Botulinum toxin can produce hypohidrosis of the palms and soles for up to 6 months.
Pain control is the greatest challenge for this method of treatment: ice or cooling devices are well tolerated modes of anesthesia for the hands; regional nerve blocks may also be used.
Injections should be spaced 1 to 1.5 cm apart, with 2 to 3 U of botulinum toxin A per injection site.
Success rates are high for palmar hyperhidrosis, with variable success for plantar hyperhidrosis, despite similar injection techniques.
The most significant complication after botulinum toxin injection for palmoplantar hyperhidrosis is weakness of the hand or fingers, but proper injection techniques can minimize this risk.
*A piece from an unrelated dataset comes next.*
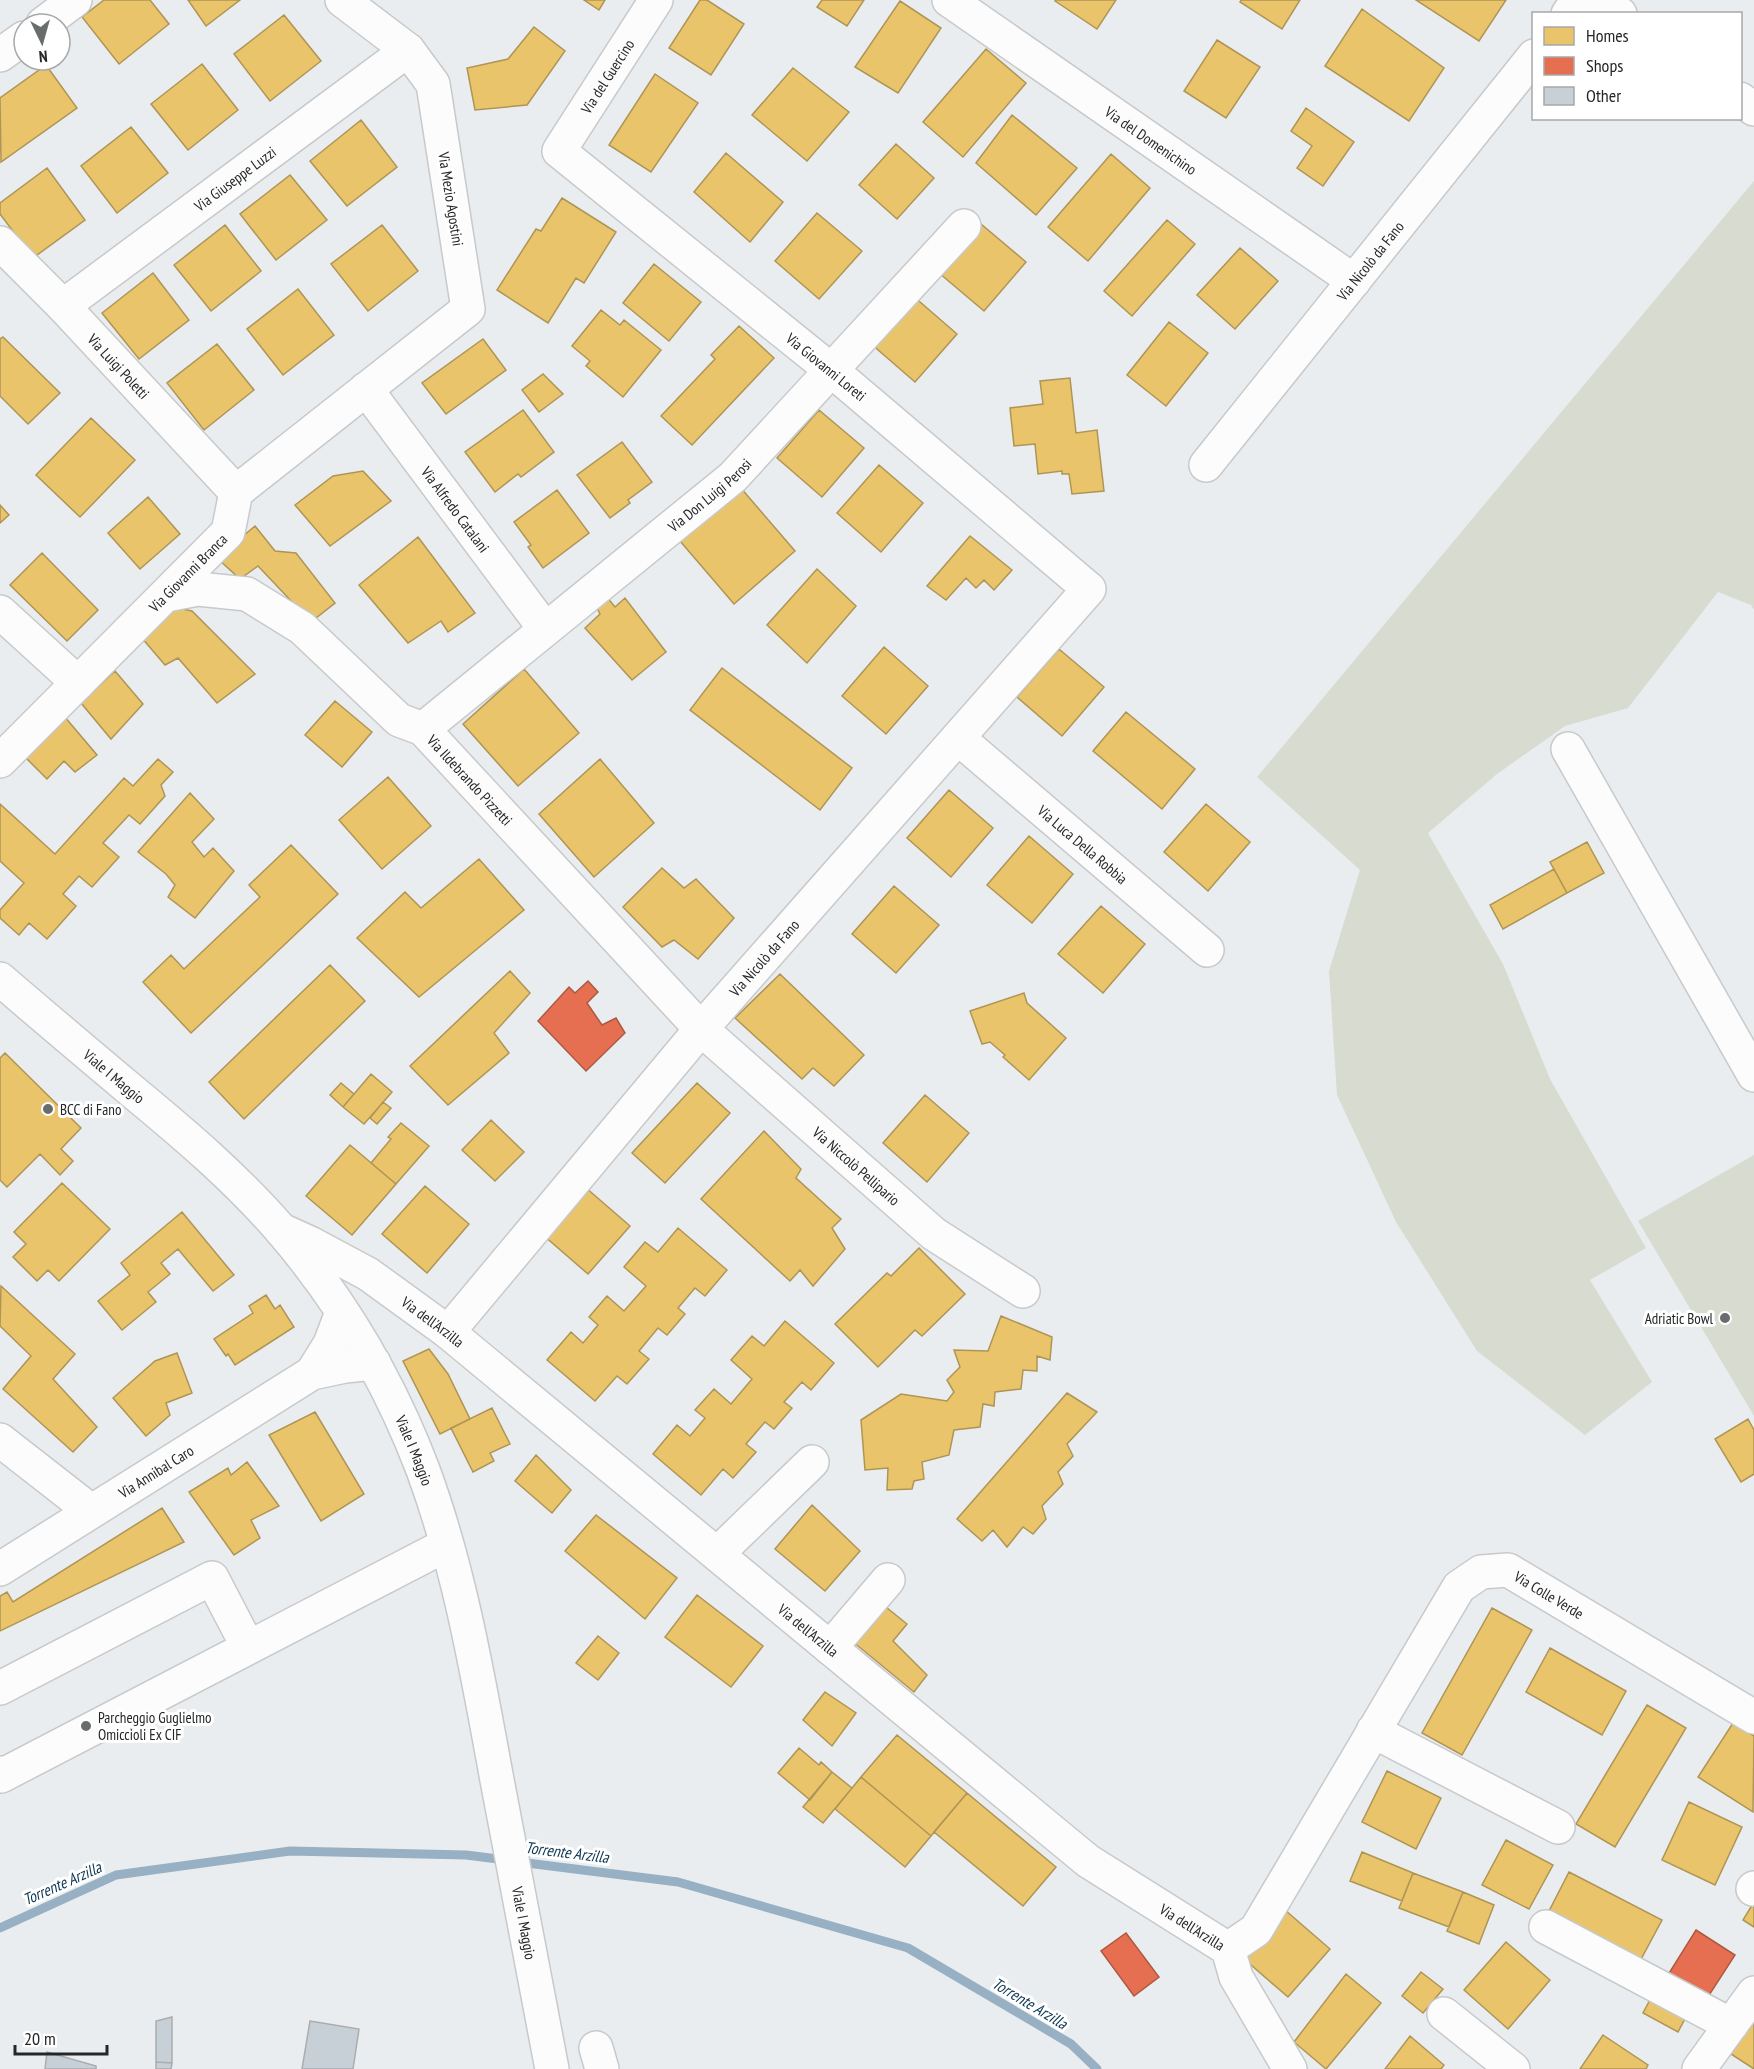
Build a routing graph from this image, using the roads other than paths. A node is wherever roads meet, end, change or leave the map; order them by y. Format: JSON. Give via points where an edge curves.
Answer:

Hyperhidrosis (HH) is an excessive sweating disorder that affects at least 4.8% of the population in the United States, or 15.3 million individuals. This percentage is likely an underestimation, as this disorder is both underreported by patients and underdiagnosed by physicians. In fact, less than half of those affected discuss this with their physician, as many believe that HH is not a medical condition and that no treatment options exist. This underestimation is evident when we observe the reported prevalence of other countries, which range from 5.5% in Sweden, 12.8% in Japan, 16.7% in Canada, and 18.4% in China. By definition, HH is sweating beyond what is expected for environmental conditions and thermoregulation. In clinical practice, it is considered sweating that significantly interferes with daily life. Not only does palmoplantar HH cause anxiety and emotional distress, but it can increase the risk of cutaneous bacterial, viral and fungal infections, verruca infections, eczematous dermatitis, and muscle cramps. Most patients who have HH experience excess sweating in areas of high eccrine density, such as the axillae (51%), soles (30%), palms (24%), and occasionally in the craniofacial area (10%). Of patients with HH, 18% have both axillary and palmar involvement, whereas 15% have concurrent palmar and plantar involvement. Multiple modalities are available for treatment of primary focal HH, from topical medications such as aluminum chloride, non-surgical approaches such as iontophoresis, systemic medications such as clonidine or glycopyrrolate, botulinum toxin injections, and surgical sympathectomy. In this chapter, we will discuss the role of botulinum toxin (BTX) in the treatment of HH of the palms and soles.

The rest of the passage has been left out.